Sandel, um filósofo de fala pausada, virou celebridade por causa da repercussão de seu curso “Justiça”, à disposição na internet. Em seu livro mais recente, O que o dinheiro não compra (Editora Civilização Brasileira), Sandel defende um resgate dos princípios e das convicções morais diante da lógica de mercado, em contraponto aos que pregam soluções técnicas e ênfase apenas nos resultados. Nessa defesa, faz propostas polêmicas, como acolher no debate público as convicções religiosas. Sandel estará no Brasil em agosto, a convite da consultoria Amana Key, para apresentar palestras em Fortaleza, São Paulo e Brasília.

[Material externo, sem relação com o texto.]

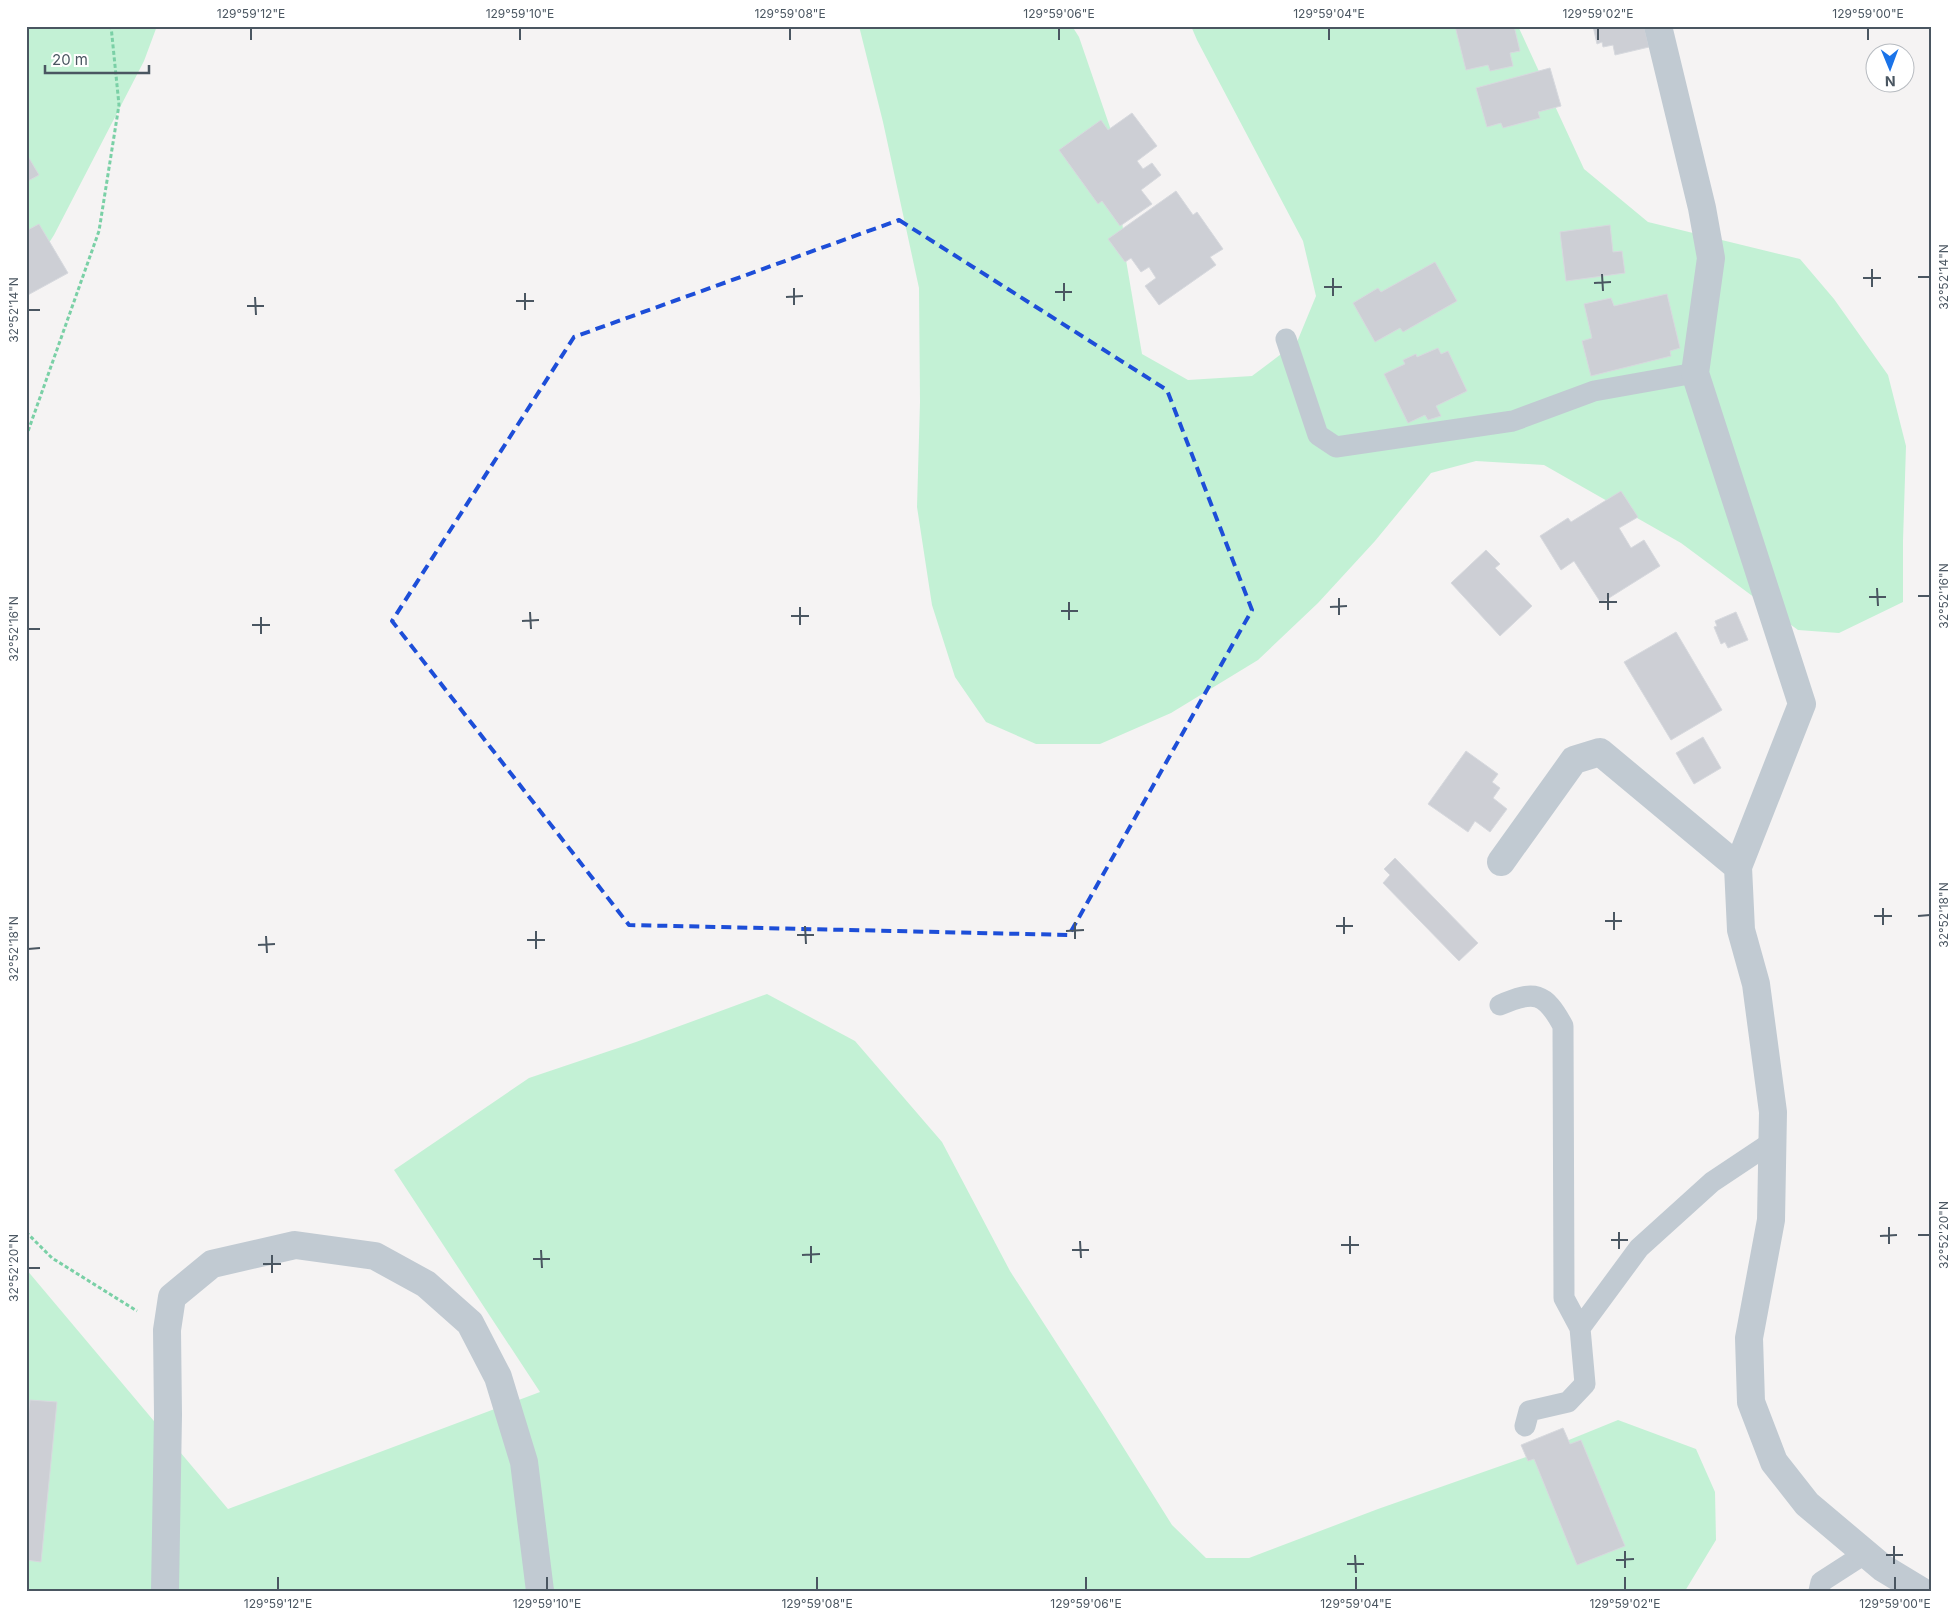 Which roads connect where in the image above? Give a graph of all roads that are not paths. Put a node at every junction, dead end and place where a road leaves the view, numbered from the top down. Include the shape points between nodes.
1 (1658, 26) edge
2 (1286, 340) dead end
3 (1695, 372) junction
4 (1500, 862) dead end
5 (1738, 867) junction
6 (1500, 1005) dead end
7 (1772, 1142) junction
8 (1580, 1328) junction
9 (1525, 1426) dead end
10 (1866, 1553) junction
11 (165, 1591) edge
12 (540, 1591) edge
13 (1819, 1591) edge
14 (1921, 1591) edge

1 - 3 street via 1711,258
2 - 3 lane via 1318,436 1336,447 1513,421 1594,391
3 - 5 street via 1802,704
4 - 5 street via 1574,760 1600,752
5 - 7 street via 1741,930 1756,984 1773,1112
6 - 8 lane via 1520,996 1537,996 1552,1006 1563,1026 1564,1298
7 - 8 lane via 1712,1182 1639,1248
7 - 10 street via 1771,1220 1749,1338 1751,1402 1774,1462 1807,1504
8 - 9 lane via 1585,1384 1568,1402 1529,1411
10 - 13 lane via 1821,1582
10 - 14 street
11 - 12 street via 167,1330 172,1297 212,1264 296,1245 375,1256 426,1284 470,1323 498,1377 524,1462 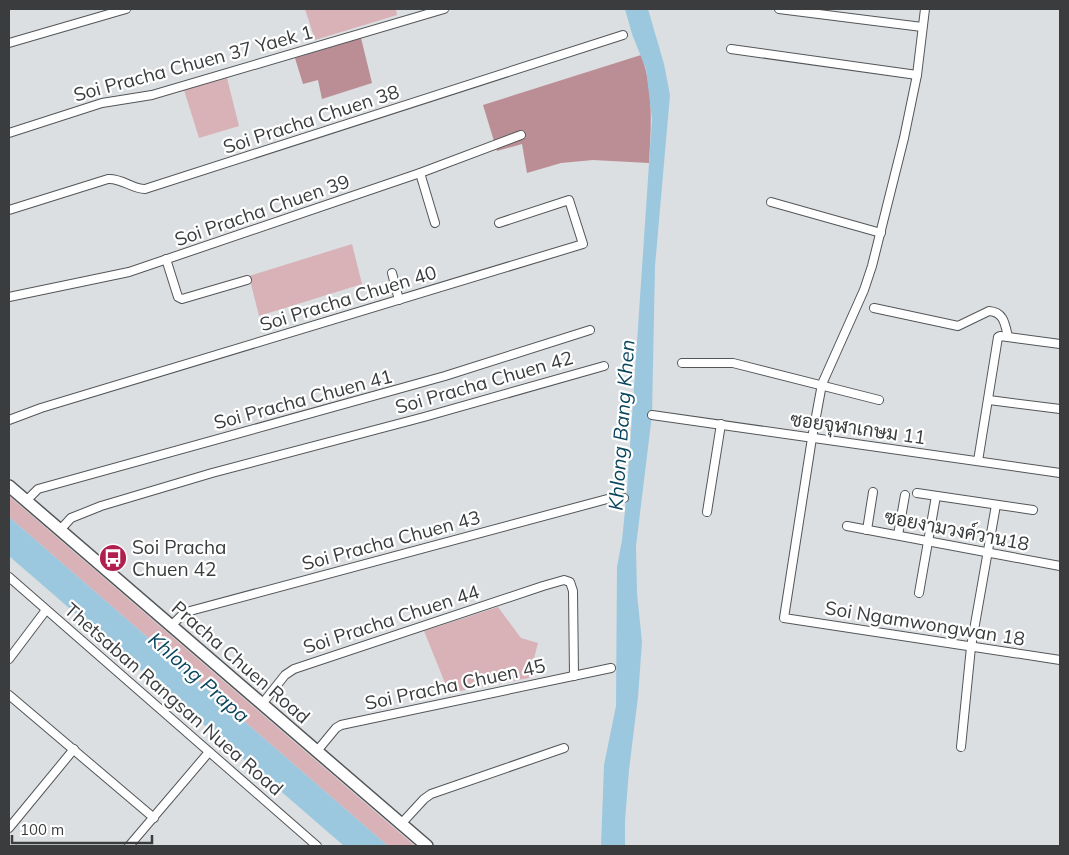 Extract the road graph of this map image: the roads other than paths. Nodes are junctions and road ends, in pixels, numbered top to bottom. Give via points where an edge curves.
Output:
1 (126, 9) edge
2 (444, 9) edge
3 (779, 9) edge
4 (924, 9) edge
5 (922, 27) junction
6 (623, 35) dead end
7 (9, 43) edge
8 (731, 49) dead end
9 (917, 75) junction
10 (9, 133) edge
11 (521, 135) dead end
12 (420, 173) junction
13 (771, 202) dead end
14 (9, 210) edge
15 (435, 223) dead end
16 (499, 223) dead end
17 (881, 233) junction
18 (166, 259) junction
19 (392, 273) dead end
20 (247, 280) dead end
21 (9, 297) edge
22 (399, 300) junction
23 (874, 308) dead end
24 (590, 330) dead end
25 (1008, 337) junction
26 (1060, 344) edge
27 (682, 363) dead end
28 (604, 366) dead end
29 (822, 384) junction
30 (879, 400) dead end
31 (989, 400) junction
32 (1060, 409) edge
33 (652, 415) dead end
34 (9, 420) edge
35 (721, 424) junction
36 (812, 438) junction
37 (978, 462) junction
38 (1060, 473) edge
39 (9, 486) edge
40 (873, 492) dead end
41 (917, 493) dead end
42 (905, 495) dead end
43 (936, 496) junction
44 (624, 498) dead end
45 (26, 501) junction
46 (996, 505) junction
47 (1033, 510) dead end
48 (707, 512) dead end
49 (847, 526) dead end
50 (60, 530) junction
51 (867, 530) junction
52 (898, 535) junction
53 (927, 541) junction
54 (987, 553) junction
55 (1060, 566) edge
56 (9, 577) edge
57 (919, 593) dead end
58 (46, 610) junction
59 (172, 625) junction
60 (971, 646) junction
61 (9, 659) edge
62 (1060, 660) edge
63 (611, 668) dead end
64 (574, 676) junction
65 (9, 695) edge
66 (262, 704) junction
67 (961, 747) dead end
68 (564, 748) dead end
69 (74, 750) junction
70 (317, 751) junction
71 (209, 752) junction
72 (154, 818) junction
73 (401, 824) junction
74 (9, 828) edge
75 (129, 846) edge
76 (317, 846) edge
77 (428, 846) edge

1 - 7 street
2 - 10 street, Soi Pracha Chuen 37 Yaek 1 via 152,95 102,103
3 - 5 street
4 - 5 street
5 - 9 street
6 - 14 street, Soi Pracha Chuen 38 via 145,189 118,179 108,179
8 - 9 street
9 - 17 street
11 - 12 street, Soi Pracha Chuen 39
12 - 15 street
12 - 18 street, Soi Pracha Chuen 39
13 - 17 street
16 - 22 street, Soi Pracha Chuen 40 via 570,200 583,244
17 - 29 street via 864,290
18 - 20 street via 178,297 182,299
18 - 21 street, Soi Pracha Chuen 39 via 130,272
19 - 22 street
22 - 34 street, Soi Pracha Chuen 40
23 - 25 street via 958,326 994,311 1004,320
24 - 45 street, Soi Pracha Chuen 41 via 446,376 38,489
25 - 26 street
25 - 31 street via 1000,336 996,340
27 - 29 street via 733,363
28 - 50 street, Soi Pracha Chuen 42 via 101,506 71,518
29 - 30 street
29 - 36 street
31 - 32 street
31 - 37 street
33 - 35 street, ซอยจุฬาเกษม 11
35 - 36 street, ซอยจุฬาเกษม 11
35 - 48 street
36 - 37 street, ซอยจุฬาเกษม 11
36 - 60 street, Soi Ngamwongwan 18 via 784,618
37 - 38 street, ซอยจุฬาเกษม 11
39 - 45 main road, Pracha Chuen Road
40 - 51 street
41 - 43 street
42 - 52 street
43 - 46 street
43 - 53 street
44 - 59 street, Soi Pracha Chuen 43 via 611,498 184,613
45 - 50 main road, Pracha Chuen Road
46 - 47 street
46 - 54 street
49 - 51 street, ซอยงามวงค์วาน18
50 - 59 main road, Pracha Chuen Road
51 - 52 street, ซอยงามวงค์วาน18
52 - 53 street, ซอยงามวงค์วาน18
53 - 54 street, ซอยงามวงค์วาน18
53 - 57 street
54 - 55 street, ซอยงามวงค์วาน18
54 - 60 street
56 - 58 street, Thetsaban Rangsan Nuea Road
58 - 61 street
58 - 71 street, Thetsaban Rangsan Nuea Road
59 - 66 main road, Pracha Chuen Road
60 - 62 street, Soi Ngamwongwan 18
60 - 67 street
63 - 64 street, Soi Pracha Chuen 45
64 - 66 street, Soi Pracha Chuen 44 via 573,591 570,582 564,580 294,669 285,674
64 - 70 street, Soi Pracha Chuen 45 via 341,725
65 - 69 street
66 - 70 main road, Pracha Chuen Road
68 - 73 street via 432,794 424,798
69 - 72 street
69 - 74 street
70 - 73 main road, Pracha Chuen Road
71 - 72 street
71 - 76 street, Thetsaban Rangsan Nuea Road
72 - 75 street
73 - 77 main road, Pracha Chuen Road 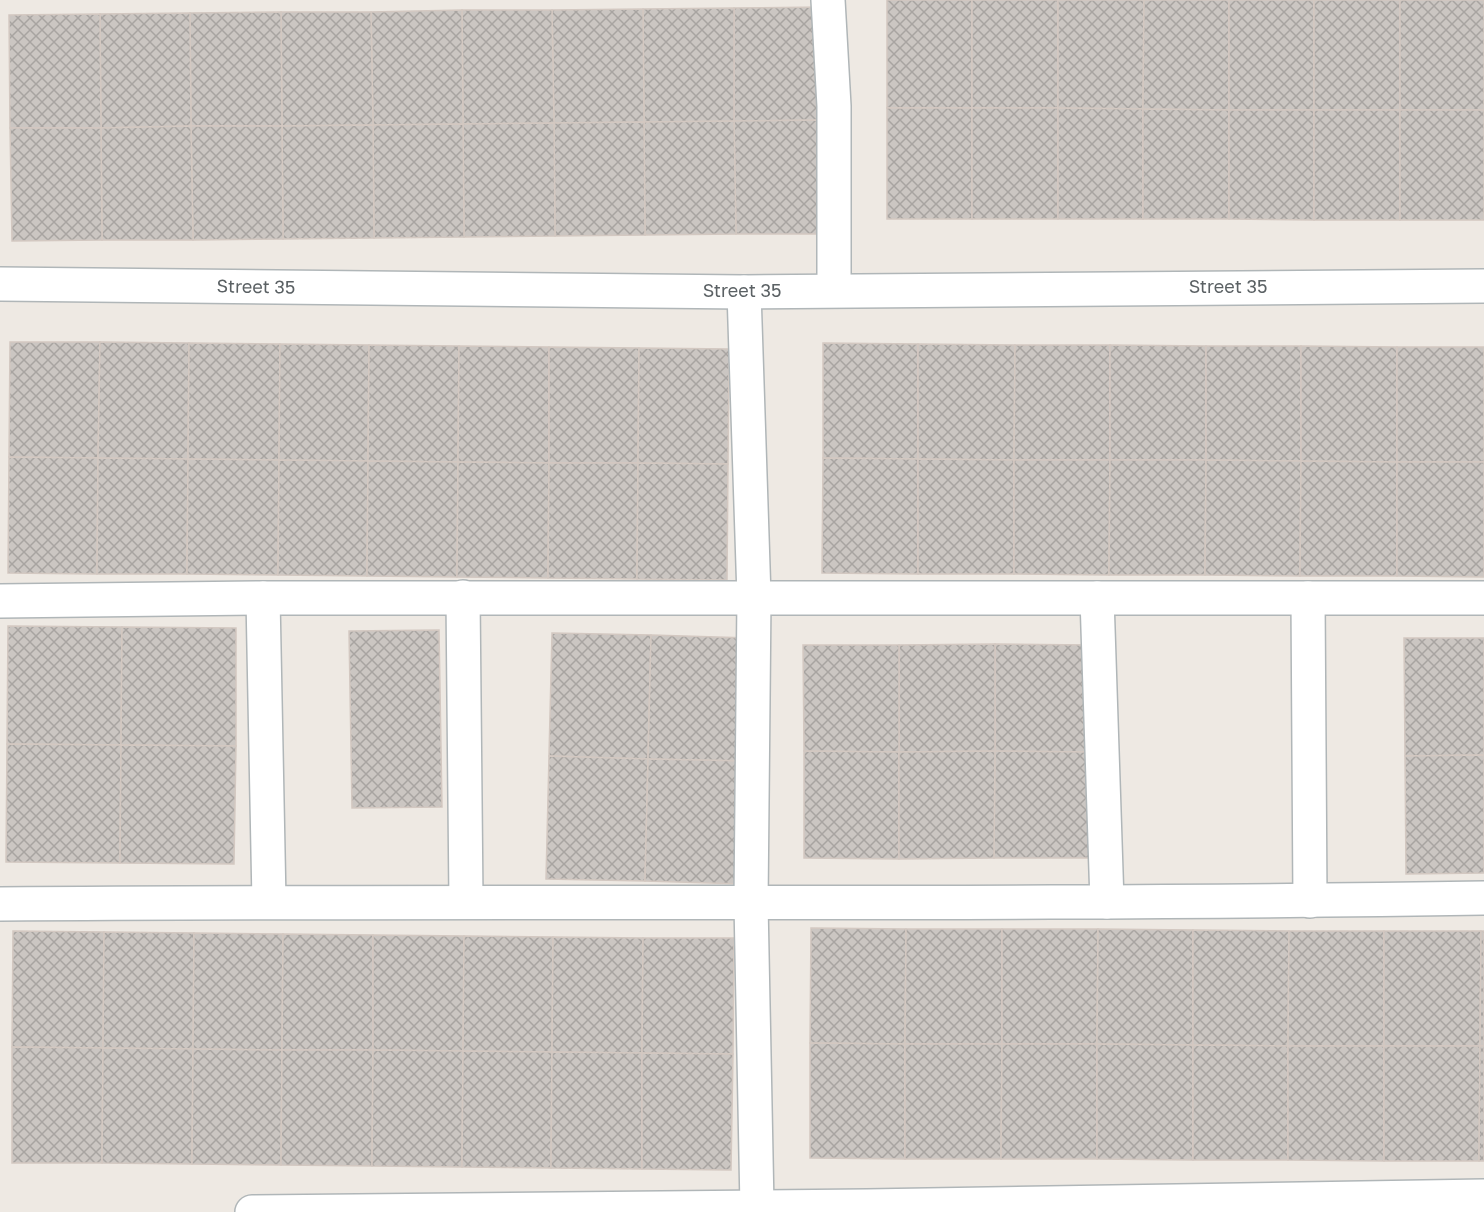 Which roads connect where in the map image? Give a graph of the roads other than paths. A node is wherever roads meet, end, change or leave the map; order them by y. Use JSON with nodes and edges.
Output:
{"nodes":[{"id":1,"x":828,"y":0,"type":"edge"},
{"id":2,"x":0,"y":284,"type":"edge"},
{"id":3,"x":1484,"y":286,"type":"edge"},
{"id":4,"x":834,"y":290,"type":"junction"},
{"id":5,"x":744,"y":292,"type":"junction"},
{"id":6,"x":263,"y":597,"type":"junction"},
{"id":7,"x":463,"y":597,"type":"junction"},
{"id":8,"x":754,"y":597,"type":"junction"},
{"id":9,"x":1097,"y":598,"type":"junction"},
{"id":10,"x":1308,"y":598,"type":"junction"},
{"id":11,"x":1484,"y":598,"type":"edge"},
{"id":12,"x":0,"y":601,"type":"edge"},
{"id":13,"x":1484,"y":898,"type":"edge"},
{"id":14,"x":466,"y":901,"type":"junction"},
{"id":15,"x":1310,"y":901,"type":"junction"},
{"id":16,"x":269,"y":902,"type":"junction"},
{"id":17,"x":1107,"y":902,"type":"junction"},
{"id":18,"x":751,"y":903,"type":"junction"},
{"id":19,"x":0,"y":904,"type":"edge"},
{"id":20,"x":1484,"y":1196,"type":"edge"},
{"id":21,"x":757,"y":1207,"type":"junction"},
{"id":22,"x":867,"y":1209,"type":"edge"},
{"id":23,"x":252,"y":1212,"type":"edge"}],
"edges":[{"from":1,"to":4,"type":"street"},
{"from":2,"to":5,"type":"street","name":"Street 35"},
{"from":3,"to":4,"type":"street","name":"Street 35"},
{"from":4,"to":5,"type":"street","name":"Street 35"},
{"from":5,"to":8,"type":"street"},
{"from":6,"to":7,"type":"street"},
{"from":6,"to":12,"type":"street"},
{"from":6,"to":16,"type":"street"},
{"from":7,"to":8,"type":"street"},
{"from":7,"to":14,"type":"street"},
{"from":8,"to":9,"type":"street"},
{"from":8,"to":18,"type":"street"},
{"from":9,"to":10,"type":"street"},
{"from":9,"to":17,"type":"street"},
{"from":10,"to":11,"type":"street"},
{"from":10,"to":15,"type":"street"},
{"from":13,"to":15,"type":"street"},
{"from":14,"to":16,"type":"street"},
{"from":14,"to":18,"type":"street"},
{"from":15,"to":17,"type":"street"},
{"from":16,"to":19,"type":"street"},
{"from":17,"to":18,"type":"street"},
{"from":18,"to":21,"type":"street"},
{"from":20,"to":22,"type":"street"},
{"from":21,"to":22,"type":"street"},
{"from":21,"to":23,"type":"street"}]}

ÉPOCA – O cidadão comum precisa fazer escolhas sobre questões cada vez mais complicadas, relacionadas a economia, meio ambiente, saúde pública, tecnologia. A filosofia pode nos ajudar?

 
 

Uma fonte de corrupção
é a concentração de poder político sem fiscalização.
A outra é o poder do dinheiro sobre a vida pública

 

 

 

Michael Sandel – Sim, potencialmente. A filosofia pode contribuir com a cidadania da seguinte forma: ser um bom cidadão é mais do que votar no dia da eleição. O cidadão deve se manter informado sobre as questões públicas, debater com outros cidadãos sobre o bem comum, ajudá-los a formar as decisões deles. E o único jeito de deliberar sobre o bem da coletividade é encontrar, logo abaixo da superfície de nossas discordâncias políticas, os princípios importantes que temos em comum – justiça, equidade, liberdade, democracia. Temos de discutir quão diferentes são nossas concepções de justiça e liberdade, e essas questões são filosóficas. Tento promover a ideia da filosofia pública, excitante, desafiadora e acessível a todos os cidadãos.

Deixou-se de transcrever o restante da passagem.